**Records provided**
------------------------
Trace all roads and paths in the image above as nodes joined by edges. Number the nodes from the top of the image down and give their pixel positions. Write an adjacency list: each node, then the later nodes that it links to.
------------------------
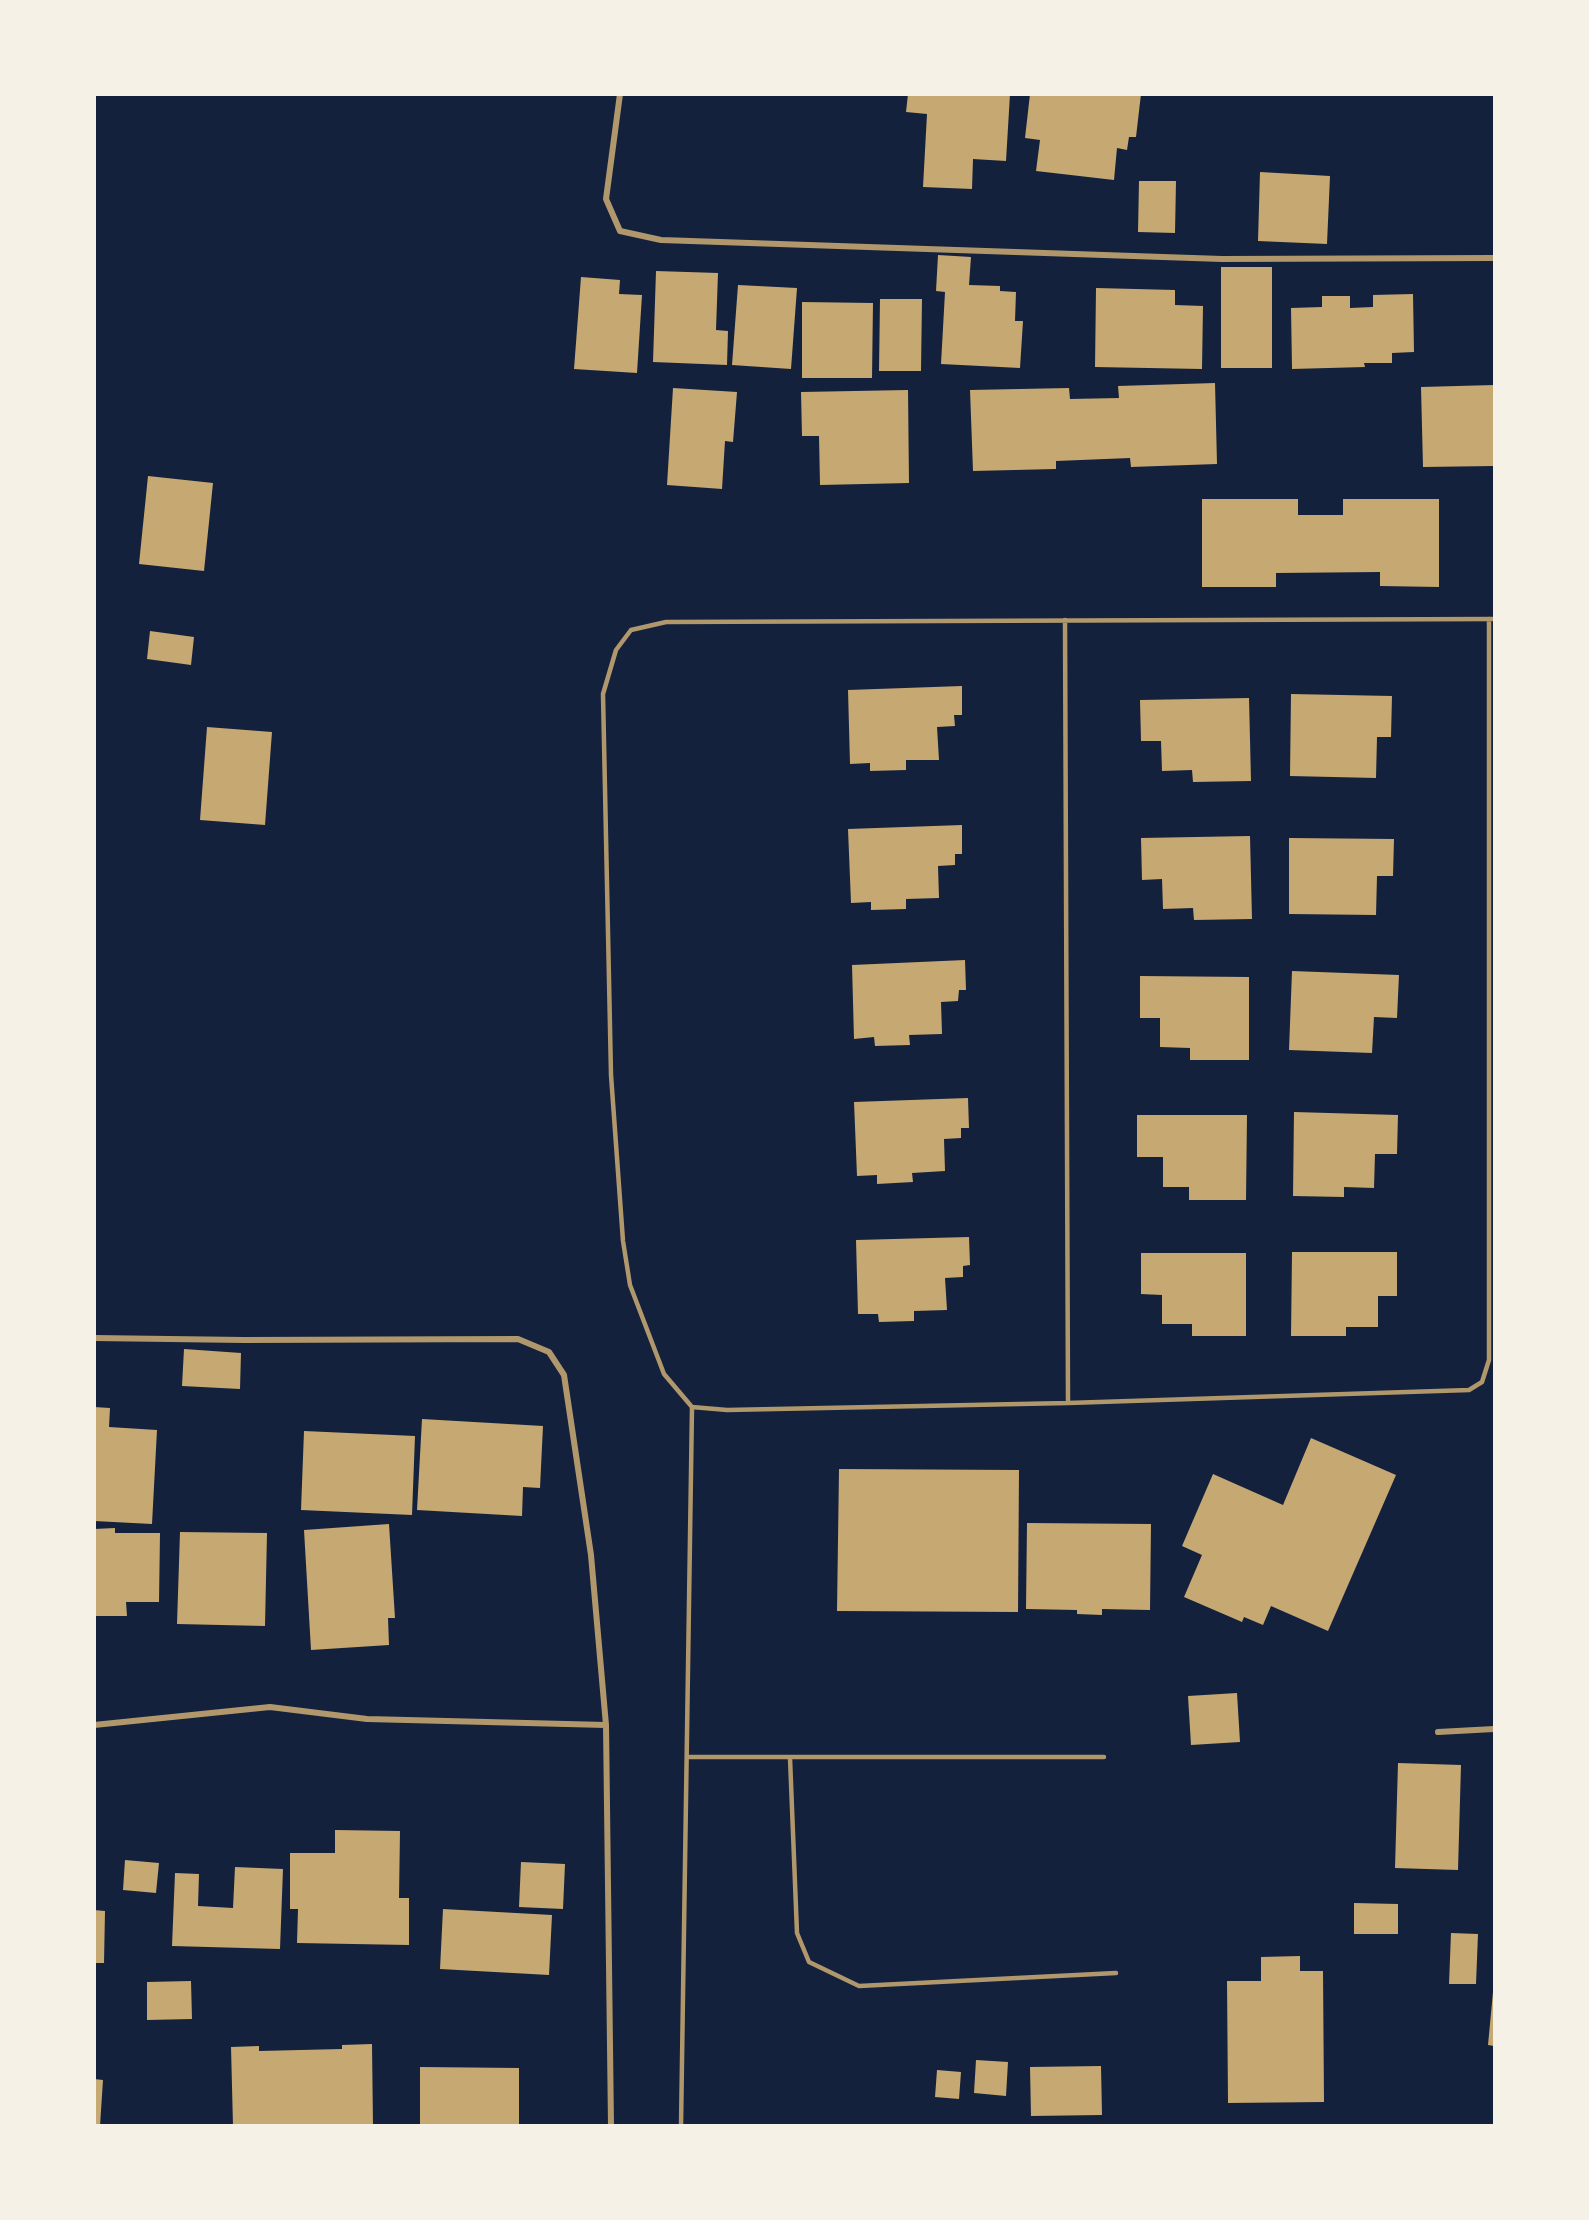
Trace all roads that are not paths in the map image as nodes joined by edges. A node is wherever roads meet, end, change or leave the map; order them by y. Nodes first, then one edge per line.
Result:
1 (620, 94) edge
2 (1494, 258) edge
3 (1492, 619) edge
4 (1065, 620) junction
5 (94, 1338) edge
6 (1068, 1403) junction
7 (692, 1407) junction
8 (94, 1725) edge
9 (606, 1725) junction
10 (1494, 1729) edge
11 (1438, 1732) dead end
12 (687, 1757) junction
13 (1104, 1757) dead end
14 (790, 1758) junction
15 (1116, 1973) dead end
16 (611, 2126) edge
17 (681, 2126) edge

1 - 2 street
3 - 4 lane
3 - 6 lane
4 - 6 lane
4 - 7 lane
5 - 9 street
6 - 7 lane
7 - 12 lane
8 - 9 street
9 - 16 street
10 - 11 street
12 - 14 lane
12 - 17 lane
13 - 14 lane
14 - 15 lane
------------------------
**Your assignment**
For every line above that includes the string "then", copy the line.

**Output for this task**
Trace all roads and paths in the image above as nodes joined by edges. Number the nodes from the top of the image down and give their pixel positions. Write an adjacency list: each node, then the later nodes that it links to.
Trace all roads that are not paths in the map image as nodes joined by edges. A node is wherever roads meet, end, change or leave the map; order them by y. Nodes first, then one edge per line.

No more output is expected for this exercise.